Maintenant, imaginez une petite ferme isolée dans cette campagne venteuse. Massive, compacte. Nous la devinons solide, construite sur plusieurs niveaux afin de mieux épouser les inégalités du terrain. Détournée de sa fonction première, elle sert d’habitation à l’homme rencontré plutôt.
Approchons-nous. Voyez ? Une pâle lueur perce par une de ses vitres, impuissante à éclairer l’alentour et tremblote sur l’écran noir de la façade. Rien ne laisse à penser que cette maison est habitée si ce n’est la lueur falote qui déchire l’uniformité obscure du décor. Aucun bruit, aucun souffle ne dérange le silence religieux de l’habitation. Même les craquements qu’on s’attend à percevoir habituellement se taisent. Tout est figé. En attente. Car, un drame s’est déroulé tantôt entre ses murs. Un drame effroyable parce que difficile à admettre pour le sens commun : une mère a assassiné ses deux enfants avant de se suicider.
Or, de cela, l’homme qui marche dans la campagne ne sait rien. Il n’a pas encore pénétré dans la maison. Au moment où il marche, le drame est accompli. Irréparable. Irrémédiable. Définitif. L’inconnu quant à lui, ne sachant rien, se hâte vers cette ferme reconvertie en un havre accueillant. Du moins, la considère-t-il ainsi. Sa maison. Son foyer qui, loin de la ville bariolée, lui sert de refuge, le protégeant du monde extérieur, agressif, hostile, l’abritant d’un univers vertigineux, empressé, criard, imprégné de bruits, de couleurs, de formes se coudoyant dans un imbroglio médiatique de mondialisation. Pendant qu’il marche, ce monde qu’il nie avec ferveur l’a déjà rattrapé. Mais il l’ignore. Il ne se doute pas de l’horreur innommable qu’il trouvera au sein de cet espace clos, trompeusement paisible. Pour l’instant il marche vers sa destination, marche vers sa maison qu’il a retapée lui-même, aidé par sa femme, décorée comme dans ces rêveries d’enfant envisageant l’avenir avec optimisme.
Nul soupçon ne perturbe le cheminement de ses réflexions. Non. L’homme ne se doute pas du drame qui l’attend chez lui. D’ailleurs quels motifs en aurait-il eu ? Regardons-le sourire à l’idée de retrouver sa famille, son cocon niché au cœur d’un bouquet épars de pommiers et de cerisiers déformés par l’âge. Il se délecte du plaisir anticipé devant la joie des enfants quand ils découvriront leur cadeau dans deux jours. Son regard s’anime à imaginer le bonheur de sa femme face à la jument belle et douce à la robe miel qu’il leur offre pour Noël.

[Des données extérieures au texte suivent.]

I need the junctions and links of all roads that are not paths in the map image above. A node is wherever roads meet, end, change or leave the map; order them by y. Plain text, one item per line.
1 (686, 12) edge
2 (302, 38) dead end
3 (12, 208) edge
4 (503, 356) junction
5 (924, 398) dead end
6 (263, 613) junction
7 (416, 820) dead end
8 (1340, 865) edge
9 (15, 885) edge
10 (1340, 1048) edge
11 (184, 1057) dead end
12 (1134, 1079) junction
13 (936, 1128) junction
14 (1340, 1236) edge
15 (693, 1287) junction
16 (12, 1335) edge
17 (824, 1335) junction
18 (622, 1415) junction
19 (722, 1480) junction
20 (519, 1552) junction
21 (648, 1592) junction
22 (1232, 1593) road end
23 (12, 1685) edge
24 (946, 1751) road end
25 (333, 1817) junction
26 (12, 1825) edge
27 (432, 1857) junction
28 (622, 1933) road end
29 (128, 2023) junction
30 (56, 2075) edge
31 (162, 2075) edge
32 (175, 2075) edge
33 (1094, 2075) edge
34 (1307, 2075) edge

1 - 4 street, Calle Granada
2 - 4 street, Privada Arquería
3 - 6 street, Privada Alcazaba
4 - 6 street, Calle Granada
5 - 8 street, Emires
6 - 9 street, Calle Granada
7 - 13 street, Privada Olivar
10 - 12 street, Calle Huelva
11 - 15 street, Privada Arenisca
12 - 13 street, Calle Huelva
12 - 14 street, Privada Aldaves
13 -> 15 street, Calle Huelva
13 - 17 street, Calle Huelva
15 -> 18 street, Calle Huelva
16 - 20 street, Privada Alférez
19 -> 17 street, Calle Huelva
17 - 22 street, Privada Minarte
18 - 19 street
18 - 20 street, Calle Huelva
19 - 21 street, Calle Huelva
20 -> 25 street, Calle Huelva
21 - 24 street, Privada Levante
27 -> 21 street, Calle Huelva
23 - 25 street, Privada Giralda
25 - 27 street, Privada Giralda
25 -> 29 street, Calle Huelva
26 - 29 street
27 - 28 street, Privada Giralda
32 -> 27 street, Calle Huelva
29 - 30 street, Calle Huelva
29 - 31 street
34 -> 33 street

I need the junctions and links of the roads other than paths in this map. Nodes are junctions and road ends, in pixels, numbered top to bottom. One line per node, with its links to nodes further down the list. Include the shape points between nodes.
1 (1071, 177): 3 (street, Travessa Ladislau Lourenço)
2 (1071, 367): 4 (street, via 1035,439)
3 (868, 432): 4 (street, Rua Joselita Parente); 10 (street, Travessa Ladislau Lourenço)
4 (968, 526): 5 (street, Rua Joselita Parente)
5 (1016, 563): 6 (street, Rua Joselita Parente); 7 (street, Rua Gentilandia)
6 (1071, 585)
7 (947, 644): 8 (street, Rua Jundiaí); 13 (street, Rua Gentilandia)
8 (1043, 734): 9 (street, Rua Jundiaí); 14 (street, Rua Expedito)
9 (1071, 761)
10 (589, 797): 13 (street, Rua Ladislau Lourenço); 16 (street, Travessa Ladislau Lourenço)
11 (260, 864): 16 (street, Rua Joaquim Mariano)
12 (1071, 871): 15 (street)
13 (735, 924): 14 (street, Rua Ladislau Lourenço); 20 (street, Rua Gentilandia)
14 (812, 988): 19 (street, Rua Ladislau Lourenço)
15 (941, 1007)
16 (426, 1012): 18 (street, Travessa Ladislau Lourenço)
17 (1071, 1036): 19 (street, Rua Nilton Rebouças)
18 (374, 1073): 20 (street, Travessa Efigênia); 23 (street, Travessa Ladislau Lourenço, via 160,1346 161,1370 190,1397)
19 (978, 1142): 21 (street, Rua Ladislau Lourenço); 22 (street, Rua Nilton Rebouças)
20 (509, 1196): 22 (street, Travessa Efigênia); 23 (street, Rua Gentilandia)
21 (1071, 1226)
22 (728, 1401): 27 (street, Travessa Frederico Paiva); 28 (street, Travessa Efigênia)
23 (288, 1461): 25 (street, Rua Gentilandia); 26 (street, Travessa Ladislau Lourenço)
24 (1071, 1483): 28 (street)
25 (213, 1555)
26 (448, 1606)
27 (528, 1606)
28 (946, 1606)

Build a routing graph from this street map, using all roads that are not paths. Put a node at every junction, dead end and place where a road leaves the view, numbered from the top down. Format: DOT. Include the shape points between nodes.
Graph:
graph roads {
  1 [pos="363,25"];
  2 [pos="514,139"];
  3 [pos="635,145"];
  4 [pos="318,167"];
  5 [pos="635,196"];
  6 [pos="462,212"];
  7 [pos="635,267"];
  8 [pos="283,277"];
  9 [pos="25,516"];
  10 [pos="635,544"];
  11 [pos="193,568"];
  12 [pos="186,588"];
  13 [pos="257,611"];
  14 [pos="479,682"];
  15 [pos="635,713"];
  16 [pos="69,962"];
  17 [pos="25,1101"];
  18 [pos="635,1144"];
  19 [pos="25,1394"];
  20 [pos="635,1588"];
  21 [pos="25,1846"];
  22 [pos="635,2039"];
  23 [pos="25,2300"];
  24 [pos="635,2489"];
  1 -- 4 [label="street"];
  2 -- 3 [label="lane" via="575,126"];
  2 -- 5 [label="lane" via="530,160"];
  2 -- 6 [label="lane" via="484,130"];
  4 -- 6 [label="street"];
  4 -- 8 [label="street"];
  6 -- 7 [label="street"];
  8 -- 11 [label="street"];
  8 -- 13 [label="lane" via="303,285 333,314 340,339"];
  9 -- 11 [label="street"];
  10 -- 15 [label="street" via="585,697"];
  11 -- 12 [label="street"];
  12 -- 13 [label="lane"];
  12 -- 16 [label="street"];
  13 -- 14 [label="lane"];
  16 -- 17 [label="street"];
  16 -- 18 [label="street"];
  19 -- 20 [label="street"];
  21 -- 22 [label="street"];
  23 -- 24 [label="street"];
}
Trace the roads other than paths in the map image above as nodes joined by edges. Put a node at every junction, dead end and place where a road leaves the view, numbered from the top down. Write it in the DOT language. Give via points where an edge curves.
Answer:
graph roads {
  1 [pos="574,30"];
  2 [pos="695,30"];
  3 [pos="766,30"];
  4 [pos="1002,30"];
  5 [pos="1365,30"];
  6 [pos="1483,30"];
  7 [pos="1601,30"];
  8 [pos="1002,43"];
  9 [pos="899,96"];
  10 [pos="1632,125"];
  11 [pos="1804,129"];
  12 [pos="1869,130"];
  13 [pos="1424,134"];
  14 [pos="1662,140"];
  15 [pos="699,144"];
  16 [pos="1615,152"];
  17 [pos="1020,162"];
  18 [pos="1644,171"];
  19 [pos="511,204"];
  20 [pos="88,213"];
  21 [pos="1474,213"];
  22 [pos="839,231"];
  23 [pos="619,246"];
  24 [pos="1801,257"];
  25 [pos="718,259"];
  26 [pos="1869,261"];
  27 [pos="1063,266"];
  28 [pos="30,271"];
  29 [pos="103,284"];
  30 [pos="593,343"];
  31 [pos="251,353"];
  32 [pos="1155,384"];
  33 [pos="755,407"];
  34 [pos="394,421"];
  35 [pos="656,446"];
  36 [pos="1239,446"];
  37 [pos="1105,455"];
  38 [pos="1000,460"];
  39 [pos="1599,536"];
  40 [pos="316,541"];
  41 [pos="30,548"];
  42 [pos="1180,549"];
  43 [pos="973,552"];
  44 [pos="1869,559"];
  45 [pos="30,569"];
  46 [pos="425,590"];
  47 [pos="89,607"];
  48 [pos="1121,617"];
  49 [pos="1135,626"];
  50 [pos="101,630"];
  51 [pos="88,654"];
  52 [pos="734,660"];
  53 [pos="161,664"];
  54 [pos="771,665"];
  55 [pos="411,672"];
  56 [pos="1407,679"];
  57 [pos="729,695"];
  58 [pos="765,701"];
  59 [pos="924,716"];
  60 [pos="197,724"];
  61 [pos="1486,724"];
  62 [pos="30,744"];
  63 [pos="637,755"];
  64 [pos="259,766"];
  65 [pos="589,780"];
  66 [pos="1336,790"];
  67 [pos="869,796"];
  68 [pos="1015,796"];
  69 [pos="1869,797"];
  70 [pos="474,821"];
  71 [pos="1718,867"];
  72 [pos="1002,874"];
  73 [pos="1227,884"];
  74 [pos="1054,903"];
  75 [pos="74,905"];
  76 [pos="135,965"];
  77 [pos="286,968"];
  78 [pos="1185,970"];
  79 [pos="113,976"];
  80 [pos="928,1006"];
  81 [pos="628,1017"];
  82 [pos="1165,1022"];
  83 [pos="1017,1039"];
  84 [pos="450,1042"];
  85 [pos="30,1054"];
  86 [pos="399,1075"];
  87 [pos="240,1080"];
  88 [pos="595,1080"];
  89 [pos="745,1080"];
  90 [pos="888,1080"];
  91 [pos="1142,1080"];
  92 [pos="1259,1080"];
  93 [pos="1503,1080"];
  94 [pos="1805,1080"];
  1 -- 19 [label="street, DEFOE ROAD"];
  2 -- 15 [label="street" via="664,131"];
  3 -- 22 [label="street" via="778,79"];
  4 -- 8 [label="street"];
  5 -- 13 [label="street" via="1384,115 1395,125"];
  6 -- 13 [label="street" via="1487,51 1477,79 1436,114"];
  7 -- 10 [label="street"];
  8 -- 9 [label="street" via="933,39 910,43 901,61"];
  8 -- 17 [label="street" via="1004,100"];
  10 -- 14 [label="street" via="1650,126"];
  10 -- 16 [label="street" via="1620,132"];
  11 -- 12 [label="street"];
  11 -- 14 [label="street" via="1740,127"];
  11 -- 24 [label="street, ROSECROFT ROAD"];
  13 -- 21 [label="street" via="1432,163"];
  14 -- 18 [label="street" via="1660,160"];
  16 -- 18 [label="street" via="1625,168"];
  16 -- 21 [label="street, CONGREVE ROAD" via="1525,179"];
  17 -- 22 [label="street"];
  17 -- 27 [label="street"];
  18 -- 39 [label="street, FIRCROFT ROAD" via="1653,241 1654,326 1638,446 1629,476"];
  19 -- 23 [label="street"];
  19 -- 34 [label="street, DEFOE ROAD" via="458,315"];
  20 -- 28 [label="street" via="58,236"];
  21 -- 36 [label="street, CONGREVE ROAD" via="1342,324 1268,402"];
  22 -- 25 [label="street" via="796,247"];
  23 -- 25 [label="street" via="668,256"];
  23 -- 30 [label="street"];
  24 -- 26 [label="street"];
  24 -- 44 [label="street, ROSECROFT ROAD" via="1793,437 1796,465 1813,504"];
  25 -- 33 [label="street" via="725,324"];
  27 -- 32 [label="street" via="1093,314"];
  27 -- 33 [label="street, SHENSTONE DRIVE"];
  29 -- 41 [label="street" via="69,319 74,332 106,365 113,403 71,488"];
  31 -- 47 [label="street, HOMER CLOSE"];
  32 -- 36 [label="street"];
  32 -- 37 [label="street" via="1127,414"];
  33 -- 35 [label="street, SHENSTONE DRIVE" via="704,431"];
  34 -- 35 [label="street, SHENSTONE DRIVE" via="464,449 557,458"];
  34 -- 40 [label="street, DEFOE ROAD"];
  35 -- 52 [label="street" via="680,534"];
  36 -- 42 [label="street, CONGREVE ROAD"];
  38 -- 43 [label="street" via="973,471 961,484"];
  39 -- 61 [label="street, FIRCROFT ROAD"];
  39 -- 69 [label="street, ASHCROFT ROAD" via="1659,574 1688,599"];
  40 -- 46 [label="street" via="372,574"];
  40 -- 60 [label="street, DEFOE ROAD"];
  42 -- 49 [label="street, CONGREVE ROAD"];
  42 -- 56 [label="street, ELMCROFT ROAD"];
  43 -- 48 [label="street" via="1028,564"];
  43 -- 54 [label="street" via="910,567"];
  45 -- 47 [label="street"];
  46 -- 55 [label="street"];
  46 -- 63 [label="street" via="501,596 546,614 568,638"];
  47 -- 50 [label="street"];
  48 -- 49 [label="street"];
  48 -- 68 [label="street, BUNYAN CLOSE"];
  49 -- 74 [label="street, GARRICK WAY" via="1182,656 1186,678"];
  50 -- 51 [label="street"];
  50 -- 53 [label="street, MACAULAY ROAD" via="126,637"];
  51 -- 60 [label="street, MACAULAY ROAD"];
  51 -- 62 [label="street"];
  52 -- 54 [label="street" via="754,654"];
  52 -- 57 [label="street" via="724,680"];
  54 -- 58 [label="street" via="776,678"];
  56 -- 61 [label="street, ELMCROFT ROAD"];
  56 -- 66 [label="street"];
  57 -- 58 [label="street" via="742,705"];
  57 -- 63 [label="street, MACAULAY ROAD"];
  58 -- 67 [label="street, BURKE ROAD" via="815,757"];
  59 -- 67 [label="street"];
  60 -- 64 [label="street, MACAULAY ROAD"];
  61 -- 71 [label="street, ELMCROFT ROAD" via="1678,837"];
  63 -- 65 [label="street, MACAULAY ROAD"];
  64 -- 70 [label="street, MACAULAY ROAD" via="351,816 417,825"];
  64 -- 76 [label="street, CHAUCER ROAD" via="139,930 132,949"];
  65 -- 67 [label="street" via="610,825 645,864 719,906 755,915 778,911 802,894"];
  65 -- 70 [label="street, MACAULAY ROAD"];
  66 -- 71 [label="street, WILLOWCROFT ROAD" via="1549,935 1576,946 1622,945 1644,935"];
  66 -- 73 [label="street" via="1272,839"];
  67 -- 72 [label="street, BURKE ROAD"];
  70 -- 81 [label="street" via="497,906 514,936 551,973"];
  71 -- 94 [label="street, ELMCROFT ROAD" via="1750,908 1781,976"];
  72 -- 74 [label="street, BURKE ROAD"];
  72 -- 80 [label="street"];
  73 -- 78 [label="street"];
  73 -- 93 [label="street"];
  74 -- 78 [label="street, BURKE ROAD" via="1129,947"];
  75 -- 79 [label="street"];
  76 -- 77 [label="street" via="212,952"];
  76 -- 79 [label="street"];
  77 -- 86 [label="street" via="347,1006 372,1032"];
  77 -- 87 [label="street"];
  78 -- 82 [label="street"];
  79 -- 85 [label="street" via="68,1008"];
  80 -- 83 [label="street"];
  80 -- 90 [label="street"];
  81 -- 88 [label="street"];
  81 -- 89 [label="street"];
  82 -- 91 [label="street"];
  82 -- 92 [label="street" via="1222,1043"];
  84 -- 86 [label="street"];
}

Il a préparé minutieusement sa surprise. Il aime provoquer ces moments de plaisir intense amplis de gratitude. Noël est un moment privilégié parmi tant d’autres disséminés au fil des jours, des mois qui passent, des années qui se succèdent. Satisfait de lui-même, il continue. S’avance. Sourit.
Pourtant…
N’a-t-il pas un pressentiment, un voile qui viendrait ternir le tableau idyllique de ses rêveries ? N’y aurait-il pas eu un signe inhabituel pour le mettre en garde ?
Aurait-il pu voir, déceler les signes qui ont conduit Jeanne sa femme à cette fin extrême ? Comment savoir ?
Laissons-le sourire. Encore. Ne troublons pas la quiétude de ces quelques enjambées qui lui restent à parcourir avant d’arriver. Ne dérangeons pas ces moments précieux où il n’a pas encore poussé la porte de sa jolie maison. Il saura assez tôt que la lumière qui guette derrière la croisée a été laissée là à son intention comme un ex- voto dans une église. Pouvons-nous prévenir l’homme ? Pouvons-nous le préparer à affronter la scène qui l’attend ? Sûrement, non. Le scénario est définitivement écrit. Nous ne pouvons qu’assister en spectateurs au déroulement de cette tragédie.